*** Extracted records Section Begins ***

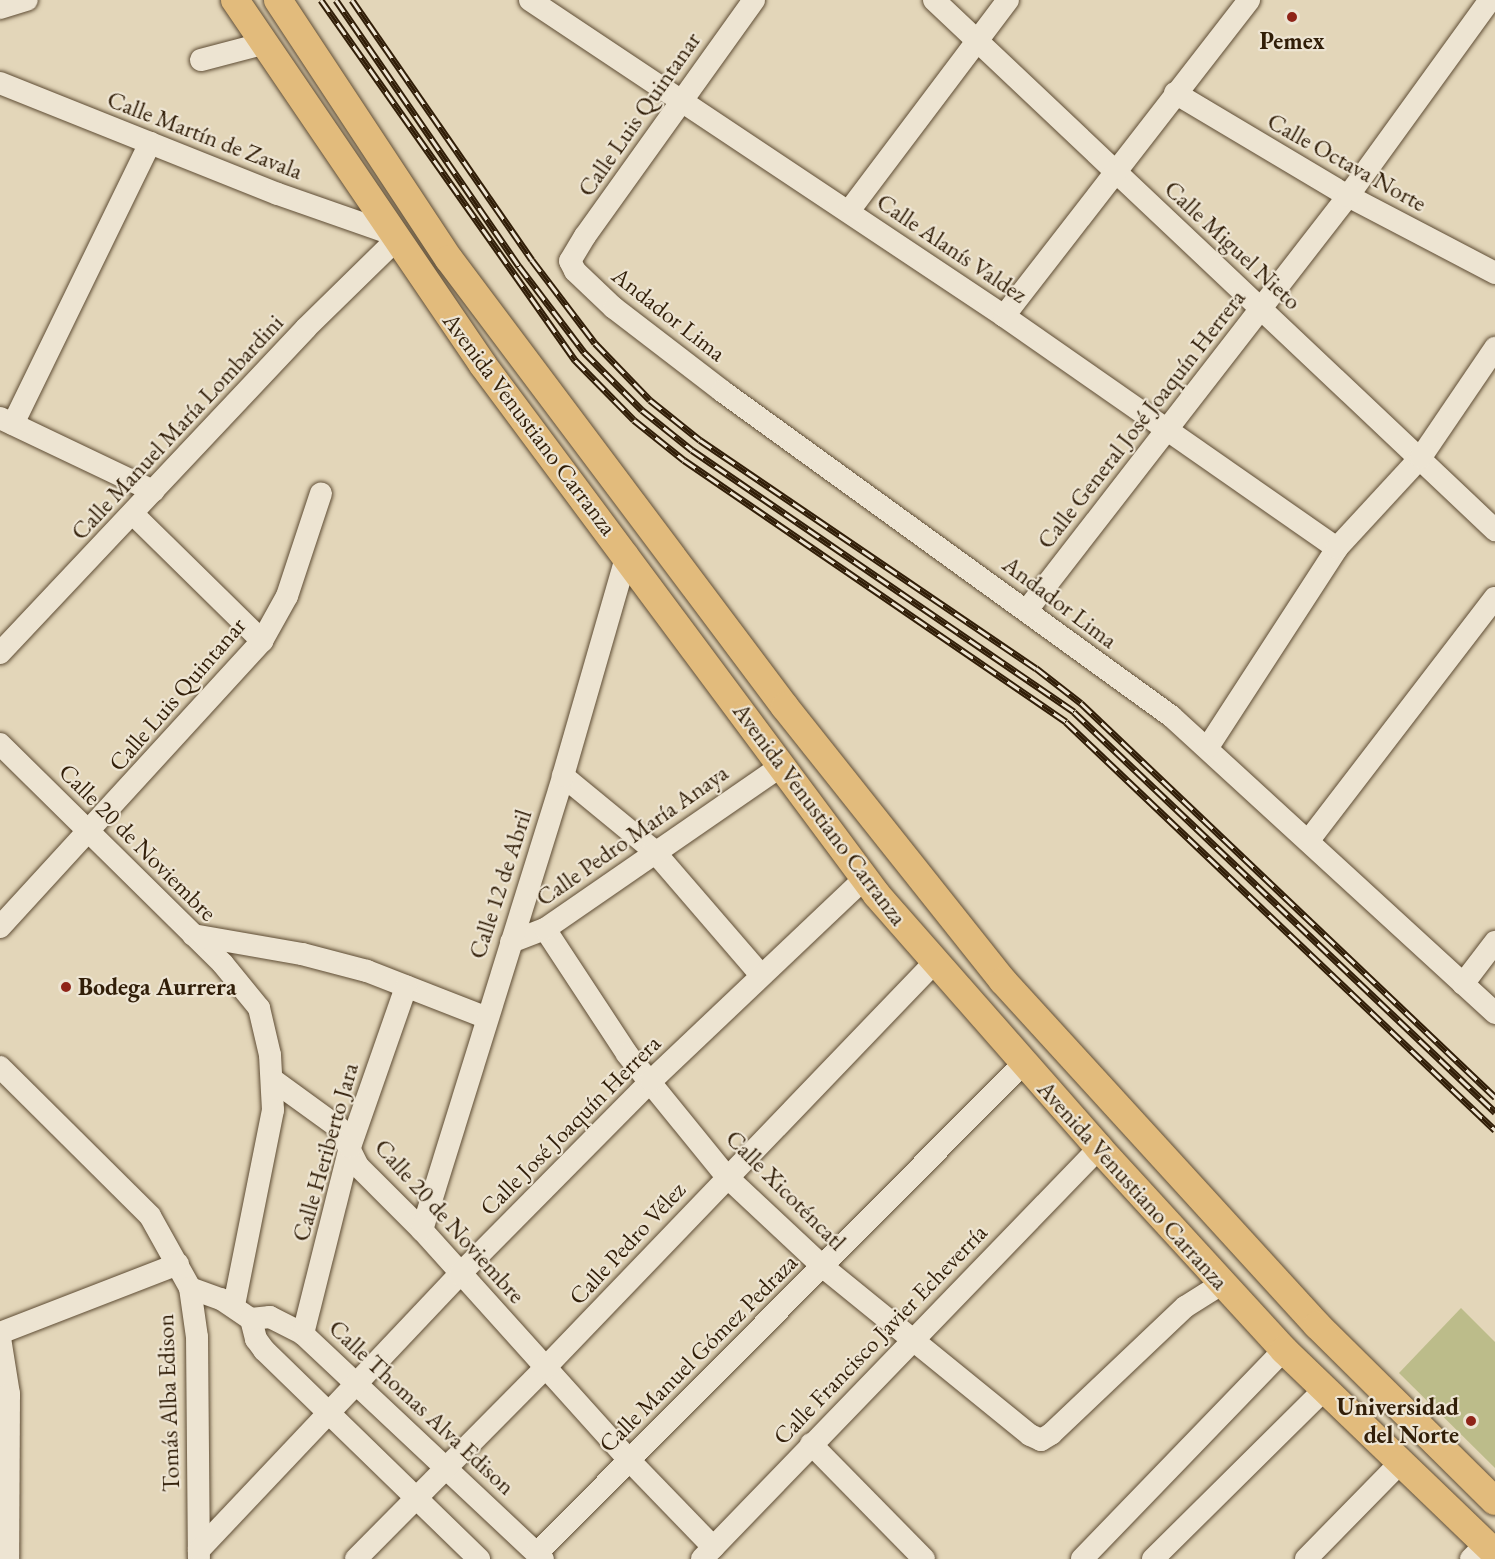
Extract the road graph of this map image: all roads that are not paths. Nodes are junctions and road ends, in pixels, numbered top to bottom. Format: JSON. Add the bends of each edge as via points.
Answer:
{"nodes":[{"id":1,"x":27,"y":0,"type":"edge"},
{"id":2,"x":235,"y":0,"type":"edge"},
{"id":3,"x":278,"y":0,"type":"edge"},
{"id":4,"x":530,"y":0,"type":"edge"},
{"id":5,"x":934,"y":0,"type":"edge"},
{"id":6,"x":1008,"y":0,"type":"edge"},
{"id":7,"x":1249,"y":0,"type":"edge"},
{"id":8,"x":1490,"y":0,"type":"edge"},
{"id":9,"x":752,"y":1,"type":"edge"},
{"id":10,"x":0,"y":8,"type":"edge"},
{"id":11,"x":976,"y":41,"type":"junction"},
{"id":12,"x":262,"y":44,"type":"junction"},
{"id":13,"x":201,"y":60,"type":"dead end"},
{"id":14,"x":0,"y":83,"type":"edge"},
{"id":15,"x":1175,"y":93,"type":"junction"},
{"id":16,"x":683,"y":99,"type":"junction"},
{"id":17,"x":150,"y":143,"type":"junction"},
{"id":18,"x":1114,"y":171,"type":"junction"},
{"id":19,"x":1348,"y":196,"type":"junction"},
{"id":20,"x":849,"y":211,"type":"junction"},
{"id":21,"x":394,"y":237,"type":"junction"},
{"id":22,"x":570,"y":261,"type":"joint"},
{"id":23,"x":1495,"y":273,"type":"edge"},
{"id":24,"x":1261,"y":307,"type":"junction"},
{"id":25,"x":1004,"y":316,"type":"junction"},
{"id":26,"x":1495,"y":348,"type":"edge"},
{"id":27,"x":7,"y":421,"type":"edge"},
{"id":28,"x":1165,"y":431,"type":"junction"},
{"id":29,"x":1421,"y":457,"type":"junction"},
{"id":30,"x":153,"y":490,"type":"junction"},
{"id":31,"x":321,"y":494,"type":"dead end"},
{"id":32,"x":134,"y":515,"type":"junction"},
{"id":33,"x":1495,"y":530,"type":"edge"},
{"id":34,"x":1337,"y":548,"type":"junction"},
{"id":35,"x":627,"y":554,"type":"junction"},
{"id":36,"x":1495,"y":598,"type":"edge"},
{"id":37,"x":1027,"y":610,"type":"junction"},
{"id":38,"x":262,"y":641,"type":"junction"},
{"id":39,"x":0,"y":653,"type":"edge"},
{"id":40,"x":0,"y":744,"type":"edge"},
{"id":41,"x":1208,"y":747,"type":"junction"},
{"id":42,"x":781,"y":766,"type":"junction"},
{"id":43,"x":563,"y":776,"type":"junction"},
{"id":44,"x":92,"y":832,"type":"junction"},
{"id":45,"x":1309,"y":840,"type":"junction"},
{"id":46,"x":653,"y":850,"type":"junction"},
{"id":47,"x":865,"y":879,"type":"junction"},
{"id":48,"x":0,"y":927,"type":"edge"},
{"id":49,"x":545,"y":929,"type":"junction"},
{"id":50,"x":193,"y":935,"type":"junction"},
{"id":51,"x":511,"y":942,"type":"junction"},
{"id":52,"x":1495,"y":942,"type":"edge"},
{"id":53,"x":935,"y":962,"type":"junction"},
{"id":54,"x":761,"y":975,"type":"junction"},
{"id":55,"x":1463,"y":984,"type":"junction"},
{"id":56,"x":406,"y":987,"type":"junction"},
{"id":57,"x":1495,"y":1013,"type":"edge"},
{"id":58,"x":485,"y":1017,"type":"junction"},
{"id":59,"x":1024,"y":1063,"type":"junction"},
{"id":60,"x":0,"y":1067,"type":"edge"},
{"id":61,"x":273,"y":1080,"type":"junction"},
{"id":62,"x":651,"y":1081,"type":"junction"},
{"id":63,"x":350,"y":1147,"type":"junction"},
{"id":64,"x":1099,"y":1148,"type":"junction"},
{"id":65,"x":727,"y":1177,"type":"junction"},
{"id":66,"x":1171,"y":1227,"type":"junction"},
{"id":67,"x":422,"y":1230,"type":"junction"},
{"id":68,"x":178,"y":1264,"type":"junction"},
{"id":69,"x":822,"y":1266,"type":"junction"},
{"id":70,"x":460,"y":1274,"type":"junction"},
{"id":71,"x":1223,"y":1283,"type":"junction"},
{"id":72,"x":190,"y":1288,"type":"junction"},
{"id":73,"x":242,"y":1312,"type":"junction"},
{"id":74,"x":1317,"y":1325,"type":"junction"},
{"id":75,"x":0,"y":1333,"type":"edge"},
{"id":76,"x":303,"y":1334,"type":"junction"},
{"id":77,"x":0,"y":1338,"type":"edge"},
{"id":78,"x":913,"y":1338,"type":"junction"},
{"id":79,"x":1284,"y":1350,"type":"junction"},
{"id":80,"x":545,"y":1368,"type":"junction"},
{"id":81,"x":358,"y":1383,"type":"junction"},
{"id":82,"x":1324,"y":1389,"type":"junction"},
{"id":83,"x":328,"y":1414,"type":"junction"},
{"id":84,"x":811,"y":1444,"type":"junction"},
{"id":85,"x":630,"y":1461,"type":"junction"},
{"id":86,"x":1399,"y":1464,"type":"junction"},
{"id":87,"x":448,"y":1467,"type":"junction"},
{"id":88,"x":1489,"y":1495,"type":"edge"},
{"id":89,"x":417,"y":1497,"type":"junction"},
{"id":90,"x":1484,"y":1552,"type":"edge"},
{"id":91,"x":707,"y":1553,"type":"edge"},
{"id":92,"x":199,"y":1555,"type":"edge"},
{"id":93,"x":540,"y":1556,"type":"edge"},
{"id":94,"x":8,"y":1559,"type":"edge"},
{"id":95,"x":356,"y":1559,"type":"edge"},
{"id":96,"x":479,"y":1559,"type":"edge"},
{"id":97,"x":924,"y":1559,"type":"edge"},
{"id":98,"x":1082,"y":1559,"type":"edge"},
{"id":99,"x":1153,"y":1559,"type":"edge"},
{"id":100,"x":1306,"y":1559,"type":"edge"}],
"edges":[{"from":1,"to":10,"type":"street"},
{"from":2,"to":12,"type":"main road","name":"Avenida Venustiano Carranza"},
{"from":3,"to":74,"type":"main road","name":"Avenida Venustiano Carranza","via":[[449,259],[812,742],[1003,981]]},
{"from":4,"to":16,"type":"street","name":"Calle Alanís Valdez"},
{"from":5,"to":11,"type":"street","name":"Calle Miguel Nieto"},
{"from":6,"to":11,"type":"street"},
{"from":7,"to":15,"type":"street"},
{"from":8,"to":19,"type":"street","name":"Calle General José Joaquín Herrera"},
{"from":9,"to":16,"type":"street","name":"Calle Luis Quintanar"},
{"from":11,"to":18,"type":"street","name":"Calle Miguel Nieto"},
{"from":11,"to":20,"type":"street"},
{"from":12,"to":13,"type":"street"},
{"from":12,"to":21,"type":"main road","name":"Avenida Venustiano Carranza"},
{"from":14,"to":17,"type":"street","name":"Calle Martín de Zavala"},
{"from":15,"to":18,"type":"street"},
{"from":15,"to":19,"type":"street","name":"Calle Octava Norte"},
{"from":16,"to":20,"type":"street","name":"Calle Alanís Valdez"},
{"from":16,"to":22,"type":"street","name":"Calle Luis Quintanar"},
{"from":17,"to":21,"type":"street","name":"Calle Martín de Zavala"},
{"from":17,"to":27,"type":"street"},
{"from":18,"to":24,"type":"street","name":"Calle Miguel Nieto"},
{"from":18,"to":25,"type":"street"},
{"from":19,"to":23,"type":"street","name":"Calle Octava Norte"},
{"from":19,"to":24,"type":"street","name":"Calle General José Joaquín Herrera"},
{"from":20,"to":25,"type":"street","name":"Calle Alanís Valdez"},
{"from":21,"to":30,"type":"street","name":"Calle Manuel María Lombardini"},
{"from":21,"to":35,"type":"main road","name":"Avenida Venustiano Carranza","via":[[483,365]]},
{"from":22,"to":37,"type":"street","name":"Andador Lima","via":[[600,296],[669,351]]},
{"from":24,"to":28,"type":"street","name":"Calle General José Joaquín Herrera"},
{"from":24,"to":29,"type":"street","name":"Calle Miguel Nieto"},
{"from":25,"to":28,"type":"street","name":"Calle Alanís Valdez"},
{"from":26,"to":29,"type":"street"},
{"from":27,"to":30,"type":"street"},
{"from":28,"to":34,"type":"street","name":"Calle Alanís Valdez"},
{"from":28,"to":37,"type":"street","name":"Calle General José Joaquín Herrera"},
{"from":29,"to":33,"type":"street","name":"Calle Miguel Nieto"},
{"from":29,"to":34,"type":"street"},
{"from":30,"to":32,"type":"street","name":"Calle Manuel María Lombardini"},
{"from":31,"to":38,"type":"street","name":"Calle Luis Quintanar","via":[[287,596]]},
{"from":32,"to":38,"type":"street"},
{"from":32,"to":39,"type":"street","name":"Calle Manuel María Lombardini"},
{"from":34,"to":41,"type":"street"},
{"from":35,"to":42,"type":"main road","name":"Avenida Venustiano Carranza"},
{"from":35,"to":43,"type":"street","name":"Calle 12 de Abril"},
{"from":36,"to":45,"type":"street"},
{"from":37,"to":41,"type":"street","name":"Andador Lima"},
{"from":38,"to":44,"type":"street","name":"Calle Luis Quintanar"},
{"from":40,"to":44,"type":"street","name":"Calle 20 de Noviembre"},
{"from":41,"to":45,"type":"street","name":"Andador Lima"},
{"from":42,"to":46,"type":"street","name":"Calle Pedro María Anaya"},
{"from":42,"to":47,"type":"main road","name":"Avenida Venustiano Carranza"},
{"from":43,"to":46,"type":"street"},
{"from":43,"to":51,"type":"street","name":"Calle 12 de Abril"},
{"from":44,"to":48,"type":"street","name":"Calle Luis Quintanar"},
{"from":44,"to":50,"type":"street","name":"Calle 20 de Noviembre"},
{"from":45,"to":55,"type":"street","name":"Andador Lima"},
{"from":46,"to":49,"type":"street","name":"Calle Pedro María Anaya"},
{"from":46,"to":54,"type":"street"},
{"from":47,"to":53,"type":"main road","name":"Avenida Venustiano Carranza"},
{"from":47,"to":54,"type":"street","name":"Calle José Joaquín Herrera"},
{"from":49,"to":51,"type":"street","name":"Calle Pedro María Anaya"},
{"from":49,"to":62,"type":"street","name":"Calle Xicoténcatl","via":[[627,1054]]},
{"from":50,"to":56,"type":"street","via":[[302,954],[367,971]]},
{"from":50,"to":61,"type":"street","name":"Calle 20 de Noviembre","via":[[259,1008]]},
{"from":51,"to":58,"type":"street","name":"Calle 12 de Abril"},
{"from":52,"to":55,"type":"street"},
{"from":53,"to":59,"type":"main road","name":"Avenida Venustiano Carranza"},
{"from":53,"to":65,"type":"street","name":"Calle Pedro Vélez"},
{"from":54,"to":62,"type":"street","name":"Calle José Joaquín Herrera"},
{"from":55,"to":57,"type":"street","name":"Andador Lima"},
{"from":56,"to":58,"type":"street"},
{"from":56,"to":63,"type":"street","name":"Calle Heriberto Jara"},
{"from":58,"to":67,"type":"street","name":"Calle 12 de Abril"},
{"from":59,"to":64,"type":"main road","name":"Avenida Venustiano Carranza"},
{"from":59,"to":69,"type":"street","name":"Calle Manuel Gómez Pedraza"},
{"from":60,"to":68,"type":"street","name":"Tomás Alba Edison","via":[[132,1195],[150,1216]]},
{"from":61,"to":63,"type":"street","name":"Calle 20 de Noviembre","via":[[339,1128]]},
{"from":61,"to":73,"type":"street","via":[[268,1143]]},
{"from":62,"to":65,"type":"street","name":"Calle Xicoténcatl"},
{"from":62,"to":70,"type":"street","name":"Calle José Joaquín Herrera"},
{"from":63,"to":67,"type":"street","name":"Calle 20 de Noviembre","via":[[358,1166]]},
{"from":63,"to":76,"type":"street","name":"Calle Heriberto Jara"},
{"from":64,"to":66,"type":"main road","name":"Avenida Venustiano Carranza"},
{"from":64,"to":78,"type":"street","name":"Calle Francisco Javier Echeverría"},
{"from":65,"to":69,"type":"street","name":"Calle Xicoténcatl"},
{"from":65,"to":80,"type":"street","name":"Calle Pedro Vélez"},
{"from":66,"to":71,"type":"main road","name":"Avenida Venustiano Carranza"},
{"from":66,"to":74,"type":"main road","via":[[1221,1255],[1284,1321],[1301,1329]]},
{"from":67,"to":70,"type":"street","name":"Calle 20 de Noviembre"},
{"from":68,"to":72,"type":"street","name":"Tomás Alba Edison"},
{"from":68,"to":75,"type":"street"},
{"from":69,"to":78,"type":"street","name":"Calle Xicoténcatl"},
{"from":69,"to":85,"type":"street","name":"Calle Manuel Gómez Pedraza"},
{"from":70,"to":80,"type":"street","name":"Calle 20 de Noviembre"},
{"from":70,"to":81,"type":"street","name":"Calle José Joaquín Herrera"},
{"from":71,"to":78,"type":"street","name":"Calle Xicoténcatl","via":[[1185,1307],[1064,1423],[1041,1440],[1003,1416]]},
{"from":71,"to":79,"type":"main road","name":"Avenida Venustiano Carranza"},
{"from":72,"to":73,"type":"street","name":"Calle Thomas Alva Edison"},
{"from":72,"to":92,"type":"street","name":"Tomás Alba Edison","via":[[197,1337]]},
{"from":73,"to":76,"type":"street","name":"Calle Thomas Alva Edison","via":[[270,1317]]},
{"from":73,"to":83,"type":"street","via":[[264,1350]]},
{"from":74,"to":88,"type":"main road","name":"Avenida Venustiano Carranza"},
{"from":76,"to":81,"type":"street","name":"Calle Thomas Alva Edison"},
{"from":77,"to":94,"type":"street","via":[[9,1394]]},
{"from":78,"to":84,"type":"street","name":"Calle Francisco Javier Echeverría"},
{"from":79,"to":82,"type":"main road","name":"Avenida Venustiano Carranza"},
{"from":79,"to":98,"type":"street"},
{"from":80,"to":85,"type":"street","name":"Calle 20 de Noviembre"},
{"from":80,"to":87,"type":"street","name":"Calle Pedro Vélez"},
{"from":81,"to":83,"type":"street","name":"Calle José Joaquín Herrera"},
{"from":81,"to":87,"type":"street","name":"Calle Thomas Alva Edison"},
{"from":82,"to":86,"type":"main road","name":"Avenida Venustiano Carranza"},
{"from":82,"to":88,"type":"main road","via":[[1342,1389],[1445,1474]]},
{"from":82,"to":99,"type":"street"},
{"from":83,"to":89,"type":"street"},
{"from":83,"to":92,"type":"street","name":"Calle José Joaquín Herrera"},
{"from":84,"to":91,"type":"street","name":"Calle Francisco Javier Echeverría"},
{"from":84,"to":97,"type":"street"},
{"from":85,"to":91,"type":"street","name":"Calle 20 de Noviembre"},
{"from":85,"to":93,"type":"street","name":"Calle Manuel Gómez Pedraza"},
{"from":86,"to":90,"type":"main road","name":"Avenida Venustiano Carranza"},
{"from":86,"to":100,"type":"street"},
{"from":87,"to":89,"type":"street","name":"Calle Pedro Vélez"},
{"from":87,"to":93,"type":"street","name":"Calle Thomas Alva Edison"},
{"from":89,"to":95,"type":"street","name":"Calle Pedro Vélez"},
{"from":89,"to":96,"type":"street"}]}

*** Extracted records Section Ends ***

**What to produce**
Count the lines in the records above that contain the word "Echeverría", and give only the number.

**Solved exercise**
3